Like all publications, I reckon they have space to fill and clicks to generate, but that's really par for the course in the movies. Since when does much of anything in the movies make any sense in the real world if you think about it too much? It's fiction for a reason.
Almost nothing in the movies makes great sense if you think about it too hard. There an entire youtube channel (often very funny) dedicated to nitpicking everything that was wrong with a current blockbuster. There's another hilarious channel called "How It Should Have Ended" and way back when they started and the animation was much poorer, they did Lord of the Rings, and I nearly fell over laughing, because it was funny, they had a point, and also because I had the same thought after I spent too much of my life reading Tolkien's books as a kid.

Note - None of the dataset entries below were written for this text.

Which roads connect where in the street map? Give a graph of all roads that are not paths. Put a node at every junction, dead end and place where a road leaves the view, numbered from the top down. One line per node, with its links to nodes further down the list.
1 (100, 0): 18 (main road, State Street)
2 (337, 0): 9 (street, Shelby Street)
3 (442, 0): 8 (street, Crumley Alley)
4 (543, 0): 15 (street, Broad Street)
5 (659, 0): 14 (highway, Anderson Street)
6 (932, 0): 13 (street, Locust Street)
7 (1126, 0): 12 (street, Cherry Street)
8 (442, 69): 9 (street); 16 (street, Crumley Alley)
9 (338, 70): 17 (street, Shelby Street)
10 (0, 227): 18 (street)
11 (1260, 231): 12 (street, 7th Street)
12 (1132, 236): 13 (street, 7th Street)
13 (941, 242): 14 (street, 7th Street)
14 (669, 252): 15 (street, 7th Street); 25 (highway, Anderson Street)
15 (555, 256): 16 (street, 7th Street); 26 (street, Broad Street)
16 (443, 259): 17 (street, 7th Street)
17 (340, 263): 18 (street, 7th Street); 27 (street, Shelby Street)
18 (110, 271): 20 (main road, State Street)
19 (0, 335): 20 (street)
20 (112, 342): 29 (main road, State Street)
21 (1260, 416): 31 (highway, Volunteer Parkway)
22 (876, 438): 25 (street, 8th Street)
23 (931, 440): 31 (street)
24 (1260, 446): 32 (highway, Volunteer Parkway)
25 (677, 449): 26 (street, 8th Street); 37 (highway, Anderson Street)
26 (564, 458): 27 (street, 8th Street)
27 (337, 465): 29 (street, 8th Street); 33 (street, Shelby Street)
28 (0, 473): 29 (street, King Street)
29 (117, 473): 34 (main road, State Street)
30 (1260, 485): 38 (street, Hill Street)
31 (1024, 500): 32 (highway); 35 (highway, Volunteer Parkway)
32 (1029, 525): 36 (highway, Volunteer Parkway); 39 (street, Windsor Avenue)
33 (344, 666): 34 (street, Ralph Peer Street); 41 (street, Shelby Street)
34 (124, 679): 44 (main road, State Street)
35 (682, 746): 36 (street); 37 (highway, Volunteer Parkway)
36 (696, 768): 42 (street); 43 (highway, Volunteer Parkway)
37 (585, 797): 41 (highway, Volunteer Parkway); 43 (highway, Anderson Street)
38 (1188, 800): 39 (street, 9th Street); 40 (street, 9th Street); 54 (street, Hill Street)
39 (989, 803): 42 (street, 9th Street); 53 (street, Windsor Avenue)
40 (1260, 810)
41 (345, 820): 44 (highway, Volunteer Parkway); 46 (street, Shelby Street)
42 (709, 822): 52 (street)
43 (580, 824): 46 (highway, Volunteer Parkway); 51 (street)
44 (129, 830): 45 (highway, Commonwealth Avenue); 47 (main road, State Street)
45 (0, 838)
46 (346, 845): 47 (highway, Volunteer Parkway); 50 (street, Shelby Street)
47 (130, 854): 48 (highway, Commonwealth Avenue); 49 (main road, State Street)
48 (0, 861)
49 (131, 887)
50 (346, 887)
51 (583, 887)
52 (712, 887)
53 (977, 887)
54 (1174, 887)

Sure. Every site wants clicks and making controversial arguments is a way to get them.
But I think that
PM is mostly criticizing a failure of imagination.
If you can remember back into the ancient past, think of a scene in
Star Trek II: The Wrath of Khan. Kirk and the
Enterprise are fighting Khan in the hijacked
Reliant. Spock points out that Khan is using 2-dimensional tactics, a failure of the imagination. Kirk is able to exploit this, and Khan is defeated.
But the entire
Star Trek universe was one of 2-dimensional space attacks. The Enterprise was always "right side up," and enemy vessels nearly always approached as if they were floating on the same invisible ocean. At most, they might come in from 10-15 degrees above the "horizon," nearly always from the forward quarter, and oriented to the same arbitrary "up" and "down" as the
Enterprise.
And the same thing has largely been true of the
Star Wars universe, although I have to qualify that by saying that George Lucas lost me with
Episode One, so maybe it has gotten better since then.
PM seems to be saying that it has not, citing the "Dreadnought" in the latest movie as an example.
In space, there is no gravity, no up or down. It's all the same, all around you. The early rendezvous-and-docking sequence in
2001: A Space Odyssey got that part better than either
Star Trek or
Star Wars (through Jar Jar Binks, anyway) has typically done.